Raddatz: Just let me go back because you brought this up. You said Saddam Hussein posed a threat in the post-9/11 world. They didn't find weapons of mass destruction.

Bush: That's true. Everybody thought they had them.

On yet another occasion, Bush said "Now, look, I didn't -- part of the reason we went into Iraq was -- the main reason we went into Iraq at the time was we thought he had weapons of mass destruction. It turns out he didn't, but he had the capacity to make weapons of mass destruction."

Secretary of Defense Rumsfeld, who made numerous declarations on the existence of chemical, biological and nuclear weapons in Iraq, also acknowledged making at least one "misstatement" about WMDs. He then stated, "It appears that there were not weapons of mass destruction there." When asked by the BBC about the lack of WMDs in Iraq, Rumsfeld would later say, "Why the intelligence proved wrong, I'm not in a position to say."

In his memoir, Known and Unknown, Rumsfeld specifically mentioned the lack of WMD stockpiles in Iraq and said "Saddam Hussein didn't have ready stockpiles of WMD our intelligence community believed we would uncover. The shift in emphasis suggested that Iraq's intentions and capability for building WMD had somehow not been threatening. Many Americans and others around the world accordingly came to believe the war was unnecessary." (page 712)

National Security Advisor Condoleezza Rice similarly acknowledged, "What we have is evidence that there are differences between what we knew going in and what we found on the ground." Secretary of State Colin Powell would also state, "Of course I regret that a lot of it [the evidence] turned out be wrong."
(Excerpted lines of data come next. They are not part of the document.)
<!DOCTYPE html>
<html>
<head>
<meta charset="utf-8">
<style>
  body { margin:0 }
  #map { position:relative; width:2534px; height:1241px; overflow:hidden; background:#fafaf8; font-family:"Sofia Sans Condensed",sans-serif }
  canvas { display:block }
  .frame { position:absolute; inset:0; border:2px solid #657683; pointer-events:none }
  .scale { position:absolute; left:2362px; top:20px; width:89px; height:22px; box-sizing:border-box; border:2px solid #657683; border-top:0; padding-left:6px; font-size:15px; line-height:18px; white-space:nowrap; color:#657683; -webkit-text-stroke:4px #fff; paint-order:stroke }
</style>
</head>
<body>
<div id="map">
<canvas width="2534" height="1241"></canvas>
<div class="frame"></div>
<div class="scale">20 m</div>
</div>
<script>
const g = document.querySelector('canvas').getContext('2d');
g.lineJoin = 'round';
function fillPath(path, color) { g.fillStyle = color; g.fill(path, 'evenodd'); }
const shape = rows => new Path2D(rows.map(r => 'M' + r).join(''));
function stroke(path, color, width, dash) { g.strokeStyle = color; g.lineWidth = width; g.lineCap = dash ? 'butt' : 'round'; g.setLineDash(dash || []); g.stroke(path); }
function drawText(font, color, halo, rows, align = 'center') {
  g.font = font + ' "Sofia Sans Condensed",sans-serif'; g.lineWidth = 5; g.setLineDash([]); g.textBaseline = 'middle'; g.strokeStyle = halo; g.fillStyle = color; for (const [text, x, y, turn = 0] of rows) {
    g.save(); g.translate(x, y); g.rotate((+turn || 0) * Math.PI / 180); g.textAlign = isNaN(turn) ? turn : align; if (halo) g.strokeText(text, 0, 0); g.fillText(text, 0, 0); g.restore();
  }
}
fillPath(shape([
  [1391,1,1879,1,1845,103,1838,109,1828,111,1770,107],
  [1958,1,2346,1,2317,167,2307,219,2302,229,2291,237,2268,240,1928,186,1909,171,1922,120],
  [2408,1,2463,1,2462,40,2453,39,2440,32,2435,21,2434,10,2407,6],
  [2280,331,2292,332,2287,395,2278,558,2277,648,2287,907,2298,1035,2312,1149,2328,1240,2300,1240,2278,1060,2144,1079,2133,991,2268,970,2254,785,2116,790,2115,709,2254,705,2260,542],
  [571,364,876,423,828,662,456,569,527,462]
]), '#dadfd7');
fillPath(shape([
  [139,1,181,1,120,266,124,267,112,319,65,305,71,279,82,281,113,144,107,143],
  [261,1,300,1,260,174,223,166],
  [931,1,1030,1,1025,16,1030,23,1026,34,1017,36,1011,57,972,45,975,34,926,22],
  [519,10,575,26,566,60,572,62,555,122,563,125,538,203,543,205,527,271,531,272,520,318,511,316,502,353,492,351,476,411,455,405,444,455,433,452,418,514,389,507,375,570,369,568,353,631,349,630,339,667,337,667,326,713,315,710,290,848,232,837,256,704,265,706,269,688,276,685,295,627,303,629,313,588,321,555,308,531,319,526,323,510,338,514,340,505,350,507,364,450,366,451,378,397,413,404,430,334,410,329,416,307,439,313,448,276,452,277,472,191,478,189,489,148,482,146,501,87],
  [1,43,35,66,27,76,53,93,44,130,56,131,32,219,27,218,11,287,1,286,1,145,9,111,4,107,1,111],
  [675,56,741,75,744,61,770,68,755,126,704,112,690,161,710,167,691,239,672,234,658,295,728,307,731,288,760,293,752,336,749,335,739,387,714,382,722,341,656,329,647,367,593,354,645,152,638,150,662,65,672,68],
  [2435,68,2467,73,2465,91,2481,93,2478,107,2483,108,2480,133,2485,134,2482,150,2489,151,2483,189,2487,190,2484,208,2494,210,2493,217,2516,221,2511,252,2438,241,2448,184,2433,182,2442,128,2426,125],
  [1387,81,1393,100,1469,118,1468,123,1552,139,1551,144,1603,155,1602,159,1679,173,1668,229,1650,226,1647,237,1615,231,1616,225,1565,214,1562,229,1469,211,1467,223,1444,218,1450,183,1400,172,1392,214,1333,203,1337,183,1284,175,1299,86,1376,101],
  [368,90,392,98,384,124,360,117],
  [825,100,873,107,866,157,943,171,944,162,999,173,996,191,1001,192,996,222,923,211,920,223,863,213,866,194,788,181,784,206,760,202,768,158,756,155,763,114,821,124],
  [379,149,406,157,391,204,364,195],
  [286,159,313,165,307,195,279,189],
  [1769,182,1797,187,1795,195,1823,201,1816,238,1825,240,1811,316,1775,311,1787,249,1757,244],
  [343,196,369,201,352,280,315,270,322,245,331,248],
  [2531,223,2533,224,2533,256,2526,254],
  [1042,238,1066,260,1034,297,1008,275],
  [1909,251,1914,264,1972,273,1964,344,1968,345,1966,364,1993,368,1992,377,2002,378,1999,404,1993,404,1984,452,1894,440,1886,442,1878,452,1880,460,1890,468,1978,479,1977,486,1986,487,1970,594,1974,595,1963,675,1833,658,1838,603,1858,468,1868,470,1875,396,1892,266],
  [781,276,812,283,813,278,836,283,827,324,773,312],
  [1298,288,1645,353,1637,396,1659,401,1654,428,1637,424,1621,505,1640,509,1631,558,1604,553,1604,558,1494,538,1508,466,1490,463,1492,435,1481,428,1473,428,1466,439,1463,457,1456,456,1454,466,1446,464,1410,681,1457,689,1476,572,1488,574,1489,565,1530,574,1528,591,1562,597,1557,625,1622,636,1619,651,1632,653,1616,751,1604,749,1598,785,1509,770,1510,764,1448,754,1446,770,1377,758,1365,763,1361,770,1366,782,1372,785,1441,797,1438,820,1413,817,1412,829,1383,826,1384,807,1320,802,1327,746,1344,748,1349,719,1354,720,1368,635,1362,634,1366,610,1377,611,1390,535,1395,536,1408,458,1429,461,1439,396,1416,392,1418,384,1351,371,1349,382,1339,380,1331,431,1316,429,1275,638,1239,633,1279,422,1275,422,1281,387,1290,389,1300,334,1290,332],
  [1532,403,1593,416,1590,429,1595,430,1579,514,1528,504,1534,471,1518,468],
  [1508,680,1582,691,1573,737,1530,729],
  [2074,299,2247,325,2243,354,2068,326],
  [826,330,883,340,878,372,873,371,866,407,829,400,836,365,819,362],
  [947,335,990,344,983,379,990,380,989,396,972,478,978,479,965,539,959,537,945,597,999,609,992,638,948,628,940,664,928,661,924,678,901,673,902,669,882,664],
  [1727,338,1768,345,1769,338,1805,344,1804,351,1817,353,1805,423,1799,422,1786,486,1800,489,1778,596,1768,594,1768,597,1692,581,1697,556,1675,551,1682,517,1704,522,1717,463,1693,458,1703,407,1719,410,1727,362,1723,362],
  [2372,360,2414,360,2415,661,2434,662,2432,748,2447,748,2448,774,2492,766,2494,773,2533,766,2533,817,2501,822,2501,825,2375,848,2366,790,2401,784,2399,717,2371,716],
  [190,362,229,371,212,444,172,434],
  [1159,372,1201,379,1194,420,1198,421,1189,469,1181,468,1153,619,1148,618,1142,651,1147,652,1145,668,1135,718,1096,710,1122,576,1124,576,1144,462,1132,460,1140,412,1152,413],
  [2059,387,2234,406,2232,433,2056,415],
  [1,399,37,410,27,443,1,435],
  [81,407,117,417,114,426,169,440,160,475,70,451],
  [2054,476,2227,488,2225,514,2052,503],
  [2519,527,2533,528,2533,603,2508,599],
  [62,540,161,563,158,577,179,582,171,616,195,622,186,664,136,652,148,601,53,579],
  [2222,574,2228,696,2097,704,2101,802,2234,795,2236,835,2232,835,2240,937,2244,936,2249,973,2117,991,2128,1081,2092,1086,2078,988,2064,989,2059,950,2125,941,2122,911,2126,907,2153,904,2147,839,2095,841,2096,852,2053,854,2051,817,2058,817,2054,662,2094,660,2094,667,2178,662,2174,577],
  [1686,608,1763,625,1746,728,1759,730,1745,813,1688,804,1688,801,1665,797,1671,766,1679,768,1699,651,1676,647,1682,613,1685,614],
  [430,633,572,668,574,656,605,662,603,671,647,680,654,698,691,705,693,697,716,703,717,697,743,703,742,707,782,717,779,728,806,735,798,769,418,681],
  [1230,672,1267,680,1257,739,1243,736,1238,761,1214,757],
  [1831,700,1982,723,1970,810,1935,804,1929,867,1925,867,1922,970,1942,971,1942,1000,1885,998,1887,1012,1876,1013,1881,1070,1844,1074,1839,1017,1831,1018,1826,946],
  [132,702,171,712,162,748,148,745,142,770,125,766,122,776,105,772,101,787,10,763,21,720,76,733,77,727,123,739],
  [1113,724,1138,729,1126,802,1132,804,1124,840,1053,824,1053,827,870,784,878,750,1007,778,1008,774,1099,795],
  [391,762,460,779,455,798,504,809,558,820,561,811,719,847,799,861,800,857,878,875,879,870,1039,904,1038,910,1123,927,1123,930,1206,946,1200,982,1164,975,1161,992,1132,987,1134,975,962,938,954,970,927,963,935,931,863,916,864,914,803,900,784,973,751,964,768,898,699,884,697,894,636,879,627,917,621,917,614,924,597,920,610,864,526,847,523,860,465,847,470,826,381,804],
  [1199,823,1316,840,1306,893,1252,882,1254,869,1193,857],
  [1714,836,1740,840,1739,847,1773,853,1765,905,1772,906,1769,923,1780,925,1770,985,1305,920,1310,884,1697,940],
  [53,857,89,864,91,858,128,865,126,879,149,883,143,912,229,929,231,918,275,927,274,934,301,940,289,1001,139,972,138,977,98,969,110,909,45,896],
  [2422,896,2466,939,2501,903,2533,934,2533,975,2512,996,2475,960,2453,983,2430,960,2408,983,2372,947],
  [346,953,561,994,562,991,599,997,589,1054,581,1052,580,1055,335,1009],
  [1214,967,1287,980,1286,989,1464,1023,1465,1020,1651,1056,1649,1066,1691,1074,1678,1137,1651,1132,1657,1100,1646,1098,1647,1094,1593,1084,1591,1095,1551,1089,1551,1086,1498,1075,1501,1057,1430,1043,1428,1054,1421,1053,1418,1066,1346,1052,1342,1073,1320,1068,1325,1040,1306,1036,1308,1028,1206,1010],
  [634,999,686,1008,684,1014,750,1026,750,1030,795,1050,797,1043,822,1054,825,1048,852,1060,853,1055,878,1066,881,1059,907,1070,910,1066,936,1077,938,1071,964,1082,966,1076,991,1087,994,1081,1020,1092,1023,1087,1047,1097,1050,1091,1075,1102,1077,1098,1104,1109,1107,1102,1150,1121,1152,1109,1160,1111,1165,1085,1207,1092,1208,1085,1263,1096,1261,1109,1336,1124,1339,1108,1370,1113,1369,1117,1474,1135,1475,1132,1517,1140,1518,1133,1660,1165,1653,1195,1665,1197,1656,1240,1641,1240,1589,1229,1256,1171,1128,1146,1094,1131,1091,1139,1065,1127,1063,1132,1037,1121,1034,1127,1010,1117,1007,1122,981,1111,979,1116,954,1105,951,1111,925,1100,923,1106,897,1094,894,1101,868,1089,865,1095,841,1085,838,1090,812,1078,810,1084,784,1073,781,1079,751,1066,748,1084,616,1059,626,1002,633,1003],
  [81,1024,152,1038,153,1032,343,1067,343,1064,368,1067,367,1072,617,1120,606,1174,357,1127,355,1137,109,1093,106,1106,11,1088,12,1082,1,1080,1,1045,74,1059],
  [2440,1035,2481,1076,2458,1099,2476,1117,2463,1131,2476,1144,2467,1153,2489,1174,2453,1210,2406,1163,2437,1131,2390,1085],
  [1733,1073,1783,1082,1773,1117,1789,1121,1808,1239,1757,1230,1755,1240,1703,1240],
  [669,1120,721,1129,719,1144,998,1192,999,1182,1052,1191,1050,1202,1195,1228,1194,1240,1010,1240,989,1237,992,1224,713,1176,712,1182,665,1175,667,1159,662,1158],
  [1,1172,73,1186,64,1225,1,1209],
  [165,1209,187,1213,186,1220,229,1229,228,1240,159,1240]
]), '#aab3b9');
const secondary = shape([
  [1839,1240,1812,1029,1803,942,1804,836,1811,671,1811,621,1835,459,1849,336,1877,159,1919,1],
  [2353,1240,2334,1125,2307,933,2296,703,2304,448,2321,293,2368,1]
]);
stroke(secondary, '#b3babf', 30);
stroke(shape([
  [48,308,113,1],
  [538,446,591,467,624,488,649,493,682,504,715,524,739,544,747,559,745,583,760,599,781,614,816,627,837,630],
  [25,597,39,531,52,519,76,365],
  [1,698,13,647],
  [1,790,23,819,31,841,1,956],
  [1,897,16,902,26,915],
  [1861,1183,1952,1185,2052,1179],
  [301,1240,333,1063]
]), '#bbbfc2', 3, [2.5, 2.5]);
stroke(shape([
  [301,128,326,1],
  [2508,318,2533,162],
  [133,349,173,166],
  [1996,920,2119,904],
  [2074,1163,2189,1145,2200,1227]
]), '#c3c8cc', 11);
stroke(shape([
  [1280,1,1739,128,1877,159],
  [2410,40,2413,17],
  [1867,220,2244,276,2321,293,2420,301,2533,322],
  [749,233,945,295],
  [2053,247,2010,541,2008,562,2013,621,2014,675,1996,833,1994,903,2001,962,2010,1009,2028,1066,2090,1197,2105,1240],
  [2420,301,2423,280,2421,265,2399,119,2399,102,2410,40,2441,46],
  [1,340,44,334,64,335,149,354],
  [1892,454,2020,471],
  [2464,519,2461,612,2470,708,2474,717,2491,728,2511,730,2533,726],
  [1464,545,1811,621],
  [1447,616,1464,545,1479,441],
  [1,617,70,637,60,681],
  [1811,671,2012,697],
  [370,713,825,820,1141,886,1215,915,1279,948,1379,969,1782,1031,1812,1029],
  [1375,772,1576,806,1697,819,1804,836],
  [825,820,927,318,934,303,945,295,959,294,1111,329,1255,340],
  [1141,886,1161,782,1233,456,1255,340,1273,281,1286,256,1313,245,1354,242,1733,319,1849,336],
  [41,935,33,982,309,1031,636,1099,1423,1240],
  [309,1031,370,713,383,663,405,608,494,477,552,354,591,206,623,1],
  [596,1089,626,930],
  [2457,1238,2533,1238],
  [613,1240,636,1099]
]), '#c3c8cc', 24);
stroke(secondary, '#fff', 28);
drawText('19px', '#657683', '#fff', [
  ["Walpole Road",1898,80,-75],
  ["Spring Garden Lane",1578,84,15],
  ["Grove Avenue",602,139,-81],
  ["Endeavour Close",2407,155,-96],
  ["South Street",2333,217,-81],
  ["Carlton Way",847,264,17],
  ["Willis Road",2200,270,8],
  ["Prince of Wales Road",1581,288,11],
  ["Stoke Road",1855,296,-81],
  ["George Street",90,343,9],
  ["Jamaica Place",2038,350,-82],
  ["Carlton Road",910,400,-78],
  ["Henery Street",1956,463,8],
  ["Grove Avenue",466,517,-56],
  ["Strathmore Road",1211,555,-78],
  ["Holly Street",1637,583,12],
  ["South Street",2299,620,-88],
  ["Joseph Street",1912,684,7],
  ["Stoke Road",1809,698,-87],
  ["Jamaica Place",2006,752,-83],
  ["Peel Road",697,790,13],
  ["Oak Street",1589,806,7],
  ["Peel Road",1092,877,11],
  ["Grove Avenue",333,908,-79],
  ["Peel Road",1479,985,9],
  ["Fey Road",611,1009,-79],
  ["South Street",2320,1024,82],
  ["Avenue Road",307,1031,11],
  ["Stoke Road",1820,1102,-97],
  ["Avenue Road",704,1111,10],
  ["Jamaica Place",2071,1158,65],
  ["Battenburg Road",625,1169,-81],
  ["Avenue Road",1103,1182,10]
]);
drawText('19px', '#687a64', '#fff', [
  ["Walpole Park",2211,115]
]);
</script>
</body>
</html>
To compound matters, the Iraq Survey Group (ISG) created by President Bush to scour post-invasion Iraq and find hidden WMDs ultimately reported the following definitive findings to the U.S. government once their search was complete:

"Saddam Hussein ended the nuclear program in 1991 following the Gulf war. ISG found no evidence to suggest concerted efforts to restart the program."
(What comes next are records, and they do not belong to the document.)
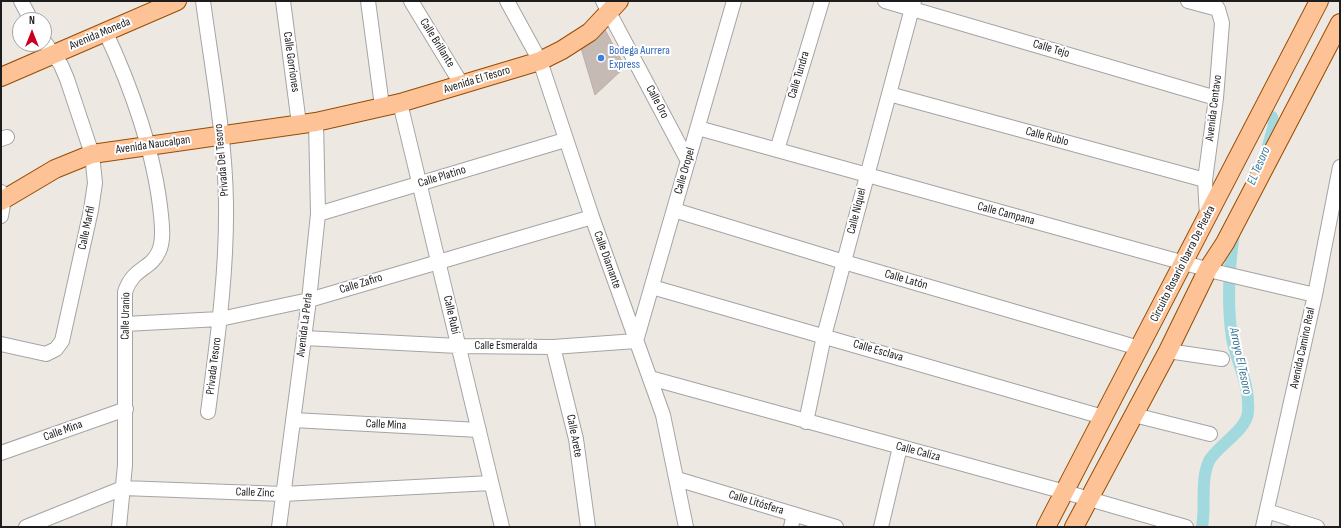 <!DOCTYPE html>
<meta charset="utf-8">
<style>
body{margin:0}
#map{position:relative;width:1341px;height:528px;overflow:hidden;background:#eee8e2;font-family:"Sofia Sans Condensed",sans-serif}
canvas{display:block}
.frame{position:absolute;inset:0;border:2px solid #1d1d1d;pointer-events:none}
.north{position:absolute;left:12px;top:12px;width:40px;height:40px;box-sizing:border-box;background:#fff;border:1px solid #a5a5a5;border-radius:50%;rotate:0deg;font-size:11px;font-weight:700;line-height:16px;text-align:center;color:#1d1d1d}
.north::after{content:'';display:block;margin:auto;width:14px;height:18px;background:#c9001f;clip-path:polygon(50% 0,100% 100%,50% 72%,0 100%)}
</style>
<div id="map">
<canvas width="1341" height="528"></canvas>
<div class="frame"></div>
<div class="north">N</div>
</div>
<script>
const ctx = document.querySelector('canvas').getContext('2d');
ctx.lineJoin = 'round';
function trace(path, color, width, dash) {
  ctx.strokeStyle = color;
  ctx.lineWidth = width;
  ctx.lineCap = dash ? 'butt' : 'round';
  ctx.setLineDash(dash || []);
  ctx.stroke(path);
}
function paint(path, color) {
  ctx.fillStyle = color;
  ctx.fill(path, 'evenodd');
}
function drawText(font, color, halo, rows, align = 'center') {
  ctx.font = font + ' "Sofia Sans Condensed",sans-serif';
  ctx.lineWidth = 4;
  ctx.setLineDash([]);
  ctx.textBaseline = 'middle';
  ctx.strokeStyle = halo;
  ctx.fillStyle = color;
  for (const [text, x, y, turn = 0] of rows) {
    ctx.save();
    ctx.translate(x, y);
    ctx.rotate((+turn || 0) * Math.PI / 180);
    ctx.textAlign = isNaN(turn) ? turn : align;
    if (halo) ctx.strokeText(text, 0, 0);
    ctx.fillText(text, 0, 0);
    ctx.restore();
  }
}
trace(new Path2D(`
 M1268 146 1274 125 1272 117
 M1202 527C1206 506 1200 481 1209 461 1216 447 1247 430 1248 412 1250 382 1237 365 1232 338 1227 304 1229 267 1234 233`), '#a1d9de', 12);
const building = new Path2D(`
 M603 26 625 67 595 95 581 48Z`);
paint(building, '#c6bab5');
trace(building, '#c0aca4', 1);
const minor = new Path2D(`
 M21 1 31 20
 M203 1C212 68 225 136 226 203 227 274 217 343 208 412
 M283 1 299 124
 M368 1 382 106
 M411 1 462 85
 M507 1 540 61 592 217 663 415 686 527
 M603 1 688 161
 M885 1 1216 98
 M1188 1 1218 9
 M105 31C131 86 155 154 161 215 162 226 164 240 159 251 151 270 133 267 125 292V465L119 527
 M889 94 1205 180
 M400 103 502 527
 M698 128 1217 272 1315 295
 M1 139 7 137
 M777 150 822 1
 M674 210 844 262 1139 348
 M318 214 565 140
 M1 216 4 198 1 192
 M1207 217 1205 180 1216 98 1222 23 1218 9 1213 1
 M652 287 1103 417
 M125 324 220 319 309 300 592 217
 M304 338 458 346 553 347 636 341 734 1
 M1 344 46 354 56 349 62 341 91 210 95 183 92 154 67 79 61 65 44 41
 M553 347 576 439 588 527
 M1168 351 1222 359
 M650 378 1065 492 1186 527
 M1134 415 1210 434
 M293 420 479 430
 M806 422 824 336 914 1
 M1 453 126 409
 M677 479 836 527
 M1267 511 1317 527
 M26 527 123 488 283 494 491 483
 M279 527 309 300 318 214 316 122
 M791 527 794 514
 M881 527 900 447
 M1263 527 1315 295 1340 167`);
const major = new Path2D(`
 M1 77 177 1
 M1 201 55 169 92 154 316 122 400 103 540 61 562 50 590 32 619 1
 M1046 527 1319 1
 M1074 527 1168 351 1208 269 1225 243 1340 23`);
trace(minor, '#a4a4a4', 16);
trace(major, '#954d00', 20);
trace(minor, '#fff', 14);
trace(major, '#fec297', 18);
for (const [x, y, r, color] of [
 [601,58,4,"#3f7fe0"]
]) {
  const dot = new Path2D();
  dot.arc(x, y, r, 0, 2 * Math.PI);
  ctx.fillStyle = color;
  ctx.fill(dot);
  trace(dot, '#fff', 1.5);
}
drawText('12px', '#1d1d1d', '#fff', [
 ["Avenida Moneda",100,34,-23],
 ["Calle Brillante",437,43,58],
 ["Calle Tejo",1051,49,16],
 ["Calle Gorriones",291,62,82],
 ["Calle Tundra",799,75,-73],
 ["Avenida El Tesoro",477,80,-17],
 ["Calle Oro",657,102,62],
 ["Avenida Centavo",1214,108,-83],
 ["Calle Rublo",1047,137,15],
 ["Avenida Naucalpan",153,145,-8],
 ["Privada Del Tesoro",222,160,-95],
 ["Calle Oropel",685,171,-74],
 ["Calle Platino",442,177,-17],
 ["Calle Níquel",857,211,-76],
 ["Calle Campana",1006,214,15],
 ["Calle Marfil",87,228,-78],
 ["Calle Diamante",607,260,70],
 ["Circuito Rosario Ibarra De Piedra",1183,264,-63],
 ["Calle Latón",906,280,16],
 ["Calle Zafiro",361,284,-17],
 ["Calle Rubí",451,315,77],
 ["Calle Uranio",126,316,-89],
 ["Avenida La Perla",305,325,-83],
 ["Calle Esmeralda",506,346],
 ["Avenida Camino Real",1303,348,-78],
 ["Calle Esclava",878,351,16],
 ["Privada Tesoro",214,366,-83],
 ["Calle Mina",386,425,3],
 ["Calle Mina",63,431,-20],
 ["Calle Arete",574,436,79],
 ["Calle Caliza",918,452,15],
 ["Calle Zinc",255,493,2],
 ["Calle Litósfera",756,503,17]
]);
drawText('12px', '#366cbe', '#fff', [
 ["Bodega Aurrera",609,51],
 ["Express",609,65]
], 'left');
drawText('italic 13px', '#3f7996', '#fff', [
 ["EL Tesoro",1259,166,-67],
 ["Arroyo El Tesoro",1240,361,78]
]);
</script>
"In practical terms, with the destruction of the Al Hakam facility, Iraq abandoned its ambition to obtain advanced BW [biological warfare] weapons quickly. ISG found no direct evidence that Iraq, after 1996, had plans for a new BW program or was conducting BW-specific work for military purposes."

"While a small number of old, abandoned chemical munitions have been discovered, ISG judges that Iraq unilaterally destroyed its undeclared chemical weapons stockpile in 1991. There are no credible indications that Baghdad resumed production of chemical munitions thereafter."

What does all of this mean for the majority of Republicans who still cling to the stated rationale/pretext for invading and dismantling Baathist-Socialist Iraq? It would seem to indicate that they have been grasping onto straws and they should, like the Democrats who previously acknowledged that President Bill Clinton lied to them about the Lewinsky affair, acknowledge the truth, just as the very leaders who deceived them in the first place have belatedly done.

Professor Brian Glyn Williams worked for the CIA's Counter Terrorism Center in Afghanistan and is author of The Last Warlord. The Life and Legend of Dostum, the Afghan Warrior who Led U.S. Special Forces to Topple the Taliban Regime.